The never-ending labyrinth of migration

Advance Reading: Our Leader in July 15, 2022 Digital Edition

New Zealanders are famous for hospitality and helpful attitude (Auckland Airport Photo)

Immigration has never been a favourite of politicians.

There is no record of satisfied people, least of all employers and migrants themselves.

No one should get away, not least politicians, saying that New Zealand has messed up its immigration policy, because all political parties are guilty of mismanagement.

And that guilt is almost universal.

Look around the world, you will get the idea.

The demand for labour, especially migrants far outstrips supply, leaving a void.

The mess in Europe

“Where did all the workers go?,” asks the Economist. “The question feels ubiquitous in Europe. From French cafés to Irish construction crews, Czech car factories and Italian farms, employers once assumed cheap staff could be summoned at will.

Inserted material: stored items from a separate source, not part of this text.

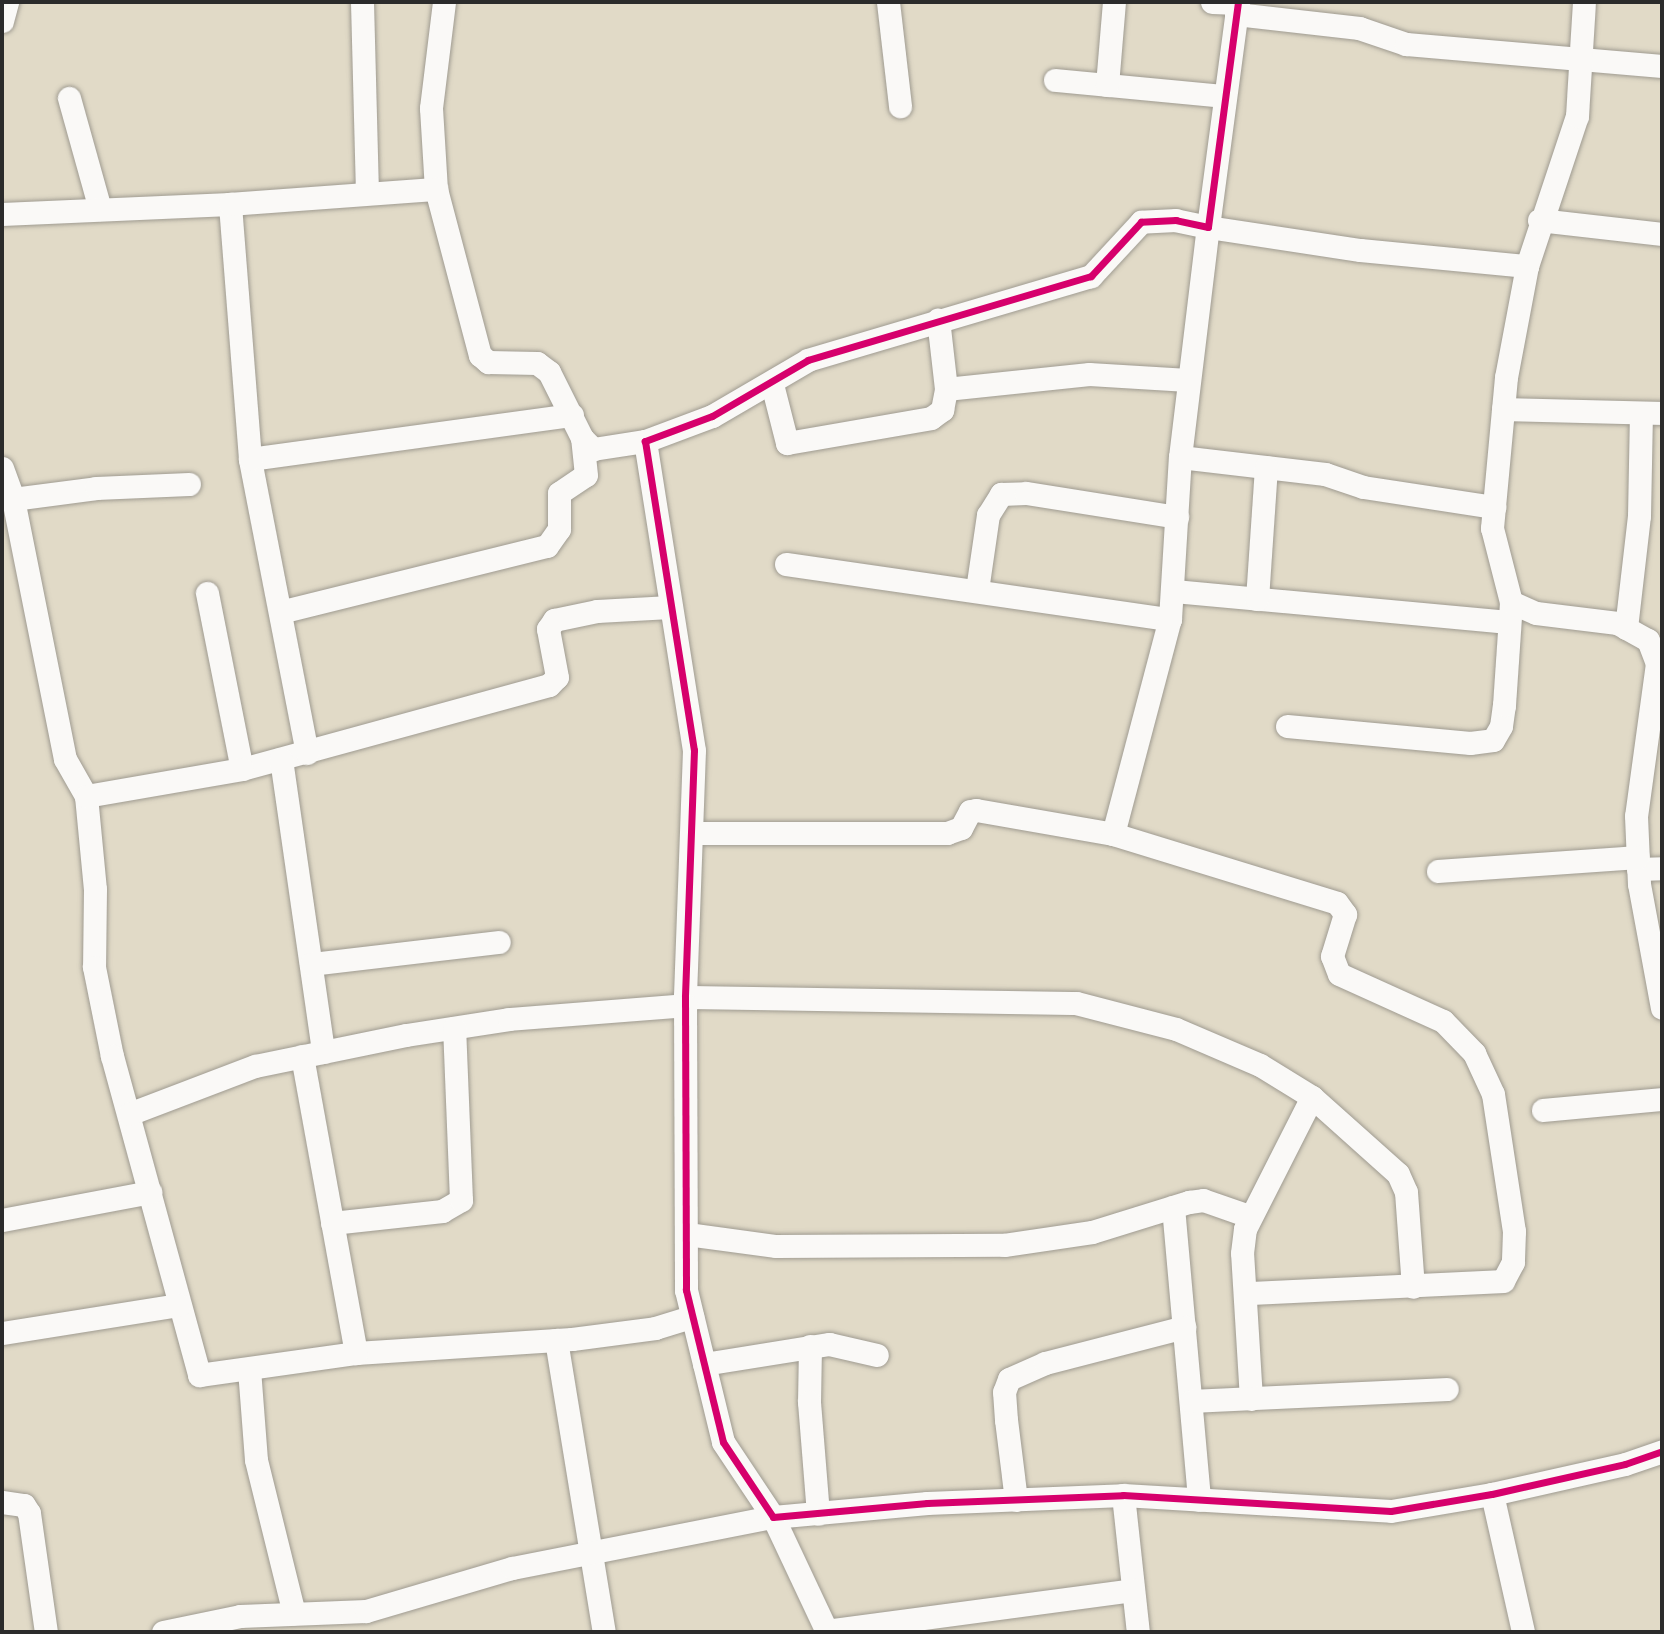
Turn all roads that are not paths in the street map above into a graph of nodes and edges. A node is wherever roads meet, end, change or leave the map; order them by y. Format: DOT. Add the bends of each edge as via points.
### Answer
graph roads {
  1 [pos="6,2"];
  2 [pos="362,2"];
  3 [pos="444,2"];
  4 [pos="888,2"];
  5 [pos="1114,2"];
  6 [pos="1212,2"];
  7 [pos="1584,2"];
  8 [pos="1237,6"];
  9 [pos="2,21"];
  10 [pos="1579,57"];
  11 [pos="1662,66"];
  12 [pos="1055,80"];
  13 [pos="1107,85"];
  14 [pos="1224,96"];
  15 [pos="69,98"];
  16 [pos="900,106"];
  17 [pos="436,189"];
  18 [pos="366,193"];
  19 [pos="230,204"];
  20 [pos="100,209"];
  21 [pos="2,214"];
  22 [pos="1539,220"];
  23 [pos="1208,227"];
  24 [pos="1662,234"];
  25 [pos="1527,266"];
  26 [pos="938,319"];
  27 [pos="1188,380"];
  28 [pos="772,384"];
  29 [pos="946,389"];
  30 [pos="1503,409"];
  31 [pos="1652,414"];
  32 [pos="572,415"];
  33 [pos="582,438"];
  34 [pos="645,441"];
  35 [pos="1180,457"];
  36 [pos="250,459"];
  37 [pos="1266,467"];
  38 [pos="2,468"];
  39 [pos="189,484"];
  40 [pos="13,499"];
  41 [pos="1494,507"];
  42 [pos="1177,517"];
  43 [pos="786,564"];
  44 [pos="977,590"];
  45 [pos="1174,591"];
  46 [pos="207,593"];
  47 [pos="1257,599"];
  48 [pos="670,607"];
  49 [pos="280,612"];
  50 [pos="1510,612"];
  51 [pos="1170,619"];
  52 [pos="1626,628"];
  53 [pos="1659,663"];
  54 [pos="1287,726"];
  55 [pos="307,753"];
  56 [pos="281,760"];
  57 [pos="1653,762"];
  58 [pos="242,769"];
  59 [pos="86,796"];
  60 [pos="693,833"];
  61 [pos="1113,834"];
  62 [pos="1638,863"];
  63 [pos="1662,868"];
  64 [pos="1438,871"];
  65 [pos="499,942"];
  66 [pos="311,964"];
  67 [pos="685,1001"];
  68 [pos="1662,1008"];
  69 [pos="454,1028"];
  70 [pos="313,1054"];
  71 [pos="1311,1097"];
  72 [pos="1662,1099"];
  73 [pos="1543,1110"];
  74 [pos="129,1114"];
  75 [pos="150,1192"];
  76 [pos="1173,1207"];
  77 [pos="1249,1216"];
  78 [pos="2,1220"];
  79 [pos="332,1223"];
  80 [pos="687,1234"];
  81 [pos="1413,1287"];
  82 [pos="1246,1293"];
  83 [pos="178,1305"];
  84 [pos="692,1317"];
  85 [pos="1184,1327"];
  86 [pos="2,1333"];
  87 [pos="556,1340"];
  88 [pos="810,1346"];
  89 [pos="356,1353"];
  90 [pos="877,1355"];
  91 [pos="704,1364"];
  92 [pos="249,1369"];
  93 [pos="1447,1389"];
  94 [pos="1251,1399"];
  95 [pos="1191,1401"];
  96 [pos="1662,1451"];
  97 [pos="1492,1494"];
  98 [pos="1123,1496"];
  99 [pos="1016,1500"];
  100 [pos="1199,1500"];
  101 [pos="2,1502"];
  102 [pos="818,1514"];
  103 [pos="773,1517"];
  104 [pos="590,1554"];
  105 [pos="1132,1590"];
  106 [pos="294,1614"];
  107 [pos="827,1631"];
  108 [pos="46,1632"];
  109 [pos="163,1632"];
  110 [pos="604,1632"];
  111 [pos="1138,1632"];
  112 [pos="1523,1632"];
  1 -- 9 [label="street"];
  2 -- 18 [label="street"];
  3 -- 17 [label="street" via="431,108"];
  4 -- 16 [label="street"];
  5 -- 13 [label="street"];
  6 -- 8 [label="street"];
  7 -- 10 [label="street"];
  8 -- 10 [label="street" via="1359,28 1406,44"];
  8 -- 14 [label="street"];
  10 -- 11 [label="street"];
  10 -- 22 [label="street" via="1571,143"];
  12 -- 13 [label="street"];
  13 -- 14 [label="street"];
  14 -- 23 [label="street"];
  15 -- 20 [label="street"];
  17 -- 18 [label="street"];
  17 -- 32 [label="street" via="480,355 488,362 537,363 560,387"];
  18 -- 19 [label="street"];
  19 -- 20 [label="street"];
  19 -- 36 [label="street"];
  20 -- 21 [label="street"];
  22 -- 24 [label="street"];
  22 -- 25 [label="street"];
  23 -- 25 [label="street" via="1360,250"];
  23 -- 26 [label="street" via="1176,220 1141,222 1091,276"];
  23 -- 27 [label="street"];
  25 -- 30 [label="street"];
  26 -- 28 [label="street" via="808,360"];
  26 -- 29 [label="street"];
  27 -- 29 [label="street" via="1089,374"];
  27 -- 35 [label="street"];
  28 -- 29 [label="street" via="784,439 794,444 931,418 942,410"];
  28 -- 34 [label="street" via="712,416"];
  30 -- 31 [label="street"];
  30 -- 41 [label="street"];
  31 -- 52 [label="street"];
  32 -- 33 [label="street"];
  32 -- 36 [label="street"];
  33 -- 34 [label="street" via="593,449 604,451"];
  33 -- 49 [label="street" via="586,475 559,494 559,529 547,546"];
  34 -- 48 [label="street"];
  35 -- 37 [label="street"];
  35 -- 42 [label="street"];
  36 -- 49 [label="street"];
  37 -- 41 [label="street"];
  37 -- 47 [label="street"];
  38 -- 40 [label="street"];
  39 -- 40 [label="street" via="108,487"];
  40 -- 59 [label="street" via="65,759"];
  41 -- 50 [label="street" via="1492,528"];
  42 -- 44 [label="street" via="1026,493 1001,494 988,515"];
  42 -- 45 [label="street"];
  43 -- 44 [label="street"];
  44 -- 51 [label="street"];
  45 -- 47 [label="street"];
  45 -- 51 [label="street"];
  46 -- 58 [label="street"];
  47 -- 50 [label="street"];
  48 -- 55 [label="street" via="597,611 554,620 548,629 557,677 549,685"];
  48 -- 60 [label="street" via="694,750"];
  49 -- 55 [label="street"];
  50 -- 52 [label="street" via="1617,623"];
  50 -- 54 [label="street" via="1501,726 1493,740 1470,743"];
  51 -- 61 [label="street"];
  52 -- 53 [label="street" via="1648,640"];
  53 -- 57 [label="street"];
  55 -- 56 [label="street"];
  56 -- 58 [label="street"];
  56 -- 66 [label="street"];
  57 -- 62 [label="street" via="1636,816"];
  58 -- 59 [label="street"];
  59 -- 74 [label="street" via="95,889 94,967"];
  60 -- 61 [label="street" via="947,833 956,831 970,811 976,810"];
  60 -- 67 [label="street"];
  61 -- 81 [label="street" via="1337,903 1345,914 1332,956 1339,974 1443,1020 1474,1053 1493,1094 1509,1177 1513,1262 1503,1281"];
  62 -- 63 [label="street"];
  62 -- 64 [label="street"];
  62 -- 68 [label="street"];
  65 -- 66 [label="street"];
  66 -- 70 [label="street"];
  67 -- 69 [label="street"];
  67 -- 71 [label="street" via="1076,1003 1176,1029 1260,1066"];
  67 -- 80 [label="street"];
  69 -- 70 [label="street"];
  69 -- 79 [label="street" via="461,1200 442,1211"];
  70 -- 74 [label="street" via="255,1066"];
  70 -- 79 [label="street"];
  71 -- 77 [label="street"];
  71 -- 81 [label="street" via="1398,1174 1406,1192"];
  72 -- 73 [label="street"];
  74 -- 75 [label="street"];
  75 -- 78 [label="street"];
  75 -- 83 [label="street"];
  76 -- 77 [label="street" via="1203,1200"];
  76 -- 80 [label="street" via="1092,1232 1004,1245 776,1246"];
  76 -- 85 [label="street"];
  77 -- 82 [label="street" via="1242,1253"];
  79 -- 89 [label="street"];
  80 -- 84 [label="street" via="686,1290"];
  81 -- 82 [label="street"];
  82 -- 94 [label="street"];
  83 -- 86 [label="street"];
  83 -- 92 [label="street" via="199,1375"];
  84 -- 87 [label="street" via="655,1328"];
  84 -- 91 [label="street"];
  85 -- 95 [label="street"];
  85 -- 99 [label="street" via="1045,1363 1009,1379 1006,1420"];
  87 -- 89 [label="street"];
  87 -- 104 [label="street"];
  88 -- 90 [label="street" via="849,1346"];
  88 -- 91 [label="street"];
  88 -- 102 [label="street" via="809,1402"];
  89 -- 92 [label="street"];
  91 -- 103 [label="street" via="723,1442"];
  92 -- 106 [label="street" via="256,1460"];
  93 -- 94 [label="street"];
  94 -- 95 [label="street"];
  95 -- 100 [label="street"];
  96 -- 97 [label="street"];
  97 -- 100 [label="street" via="1391,1511"];
  97 -- 112 [label="street"];
  98 -- 99 [label="street"];
  98 -- 100 [label="street"];
  98 -- 105 [label="street"];
  99 -- 102 [label="street"];
  101 -- 108 [label="street" via="24,1505 29,1513"];
  102 -- 103 [label="street"];
  103 -- 104 [label="street"];
  103 -- 107 [label="street"];
  104 -- 106 [label="street" via="491,1573 366,1611"];
  104 -- 110 [label="street"];
  105 -- 107 [label="street"];
  105 -- 111 [label="street"];
  106 -- 109 [label="street" via="240,1616"];
}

In no sector is the lack of staff so glaring as in air travel. For weeks, tourists at some of Europe’s biggest airports have faced serpentine queues to catch their flights, assuming that those flights have not been cancelled due to the shortage of hands.

Going on a relaxing holiday has never seemed so stressful. In this economy, everybody in Europe can find work; as a result, Europe is not working. After two years of pandemic uncertainty, tourism is back (minus a few Asian visitors). For Europe, which attracts half the world’s international travellers, that ought to be a boon.

In June, just as resorts and city centres ought to have been filling up, carriers in Britain, France, Germany, Italy and Spain cancelled nearly 8000 flights, roughly three times the figure in 2019, according to Cirium, a consultancy.

Everyone favours immigration

Looking around the developed world, most governments are in favour of immigration, despite equally vociferous defenders, who often fight on nativist turf, citing data to respond to claims about migrants’ damaging effects on wages or public services. Those data are indeed on the migrants’ side.

Though some research suggests that native workers with skill levels similar to those of arriving migrants take a hit to their wages because of increased migration, most analyses find that they are not harmed and that many eventually earn more as competition nudges them to specialise in more demanding occupations.

Self-interest Strategy

Appealing to self-interest is a more effective strategy. In countries with acute demographic challenges, migration is a solution to the challenges posed by ageing: immigrants’ tax payments help fund native pensions; they can help ease a shortage of care workers. In New Zealand for instance, people worry that foreigners compete with New Zealanders for the care of the Public Health Service but pay less attention to the migrants helping to staff the system.

New Zealanders enjoy other benefits, too. As migrants prosper and have children, they become better able to contribute to Science, the Arts and entrepreneurial activity.

This is the Steve Jobs case for immigration: the child of a Muslim man from Syria might create a world-changing company in his new home.

As the Economist would say, Europeans are not more deserving of high incomes than Chinese or Indians. And the discomfort some feel at the strange dress or speech of a passer-by does not remotely justify trillions in economic losses foisted on the world’s poorest people.

No one should be timid about saying so, loud and clear.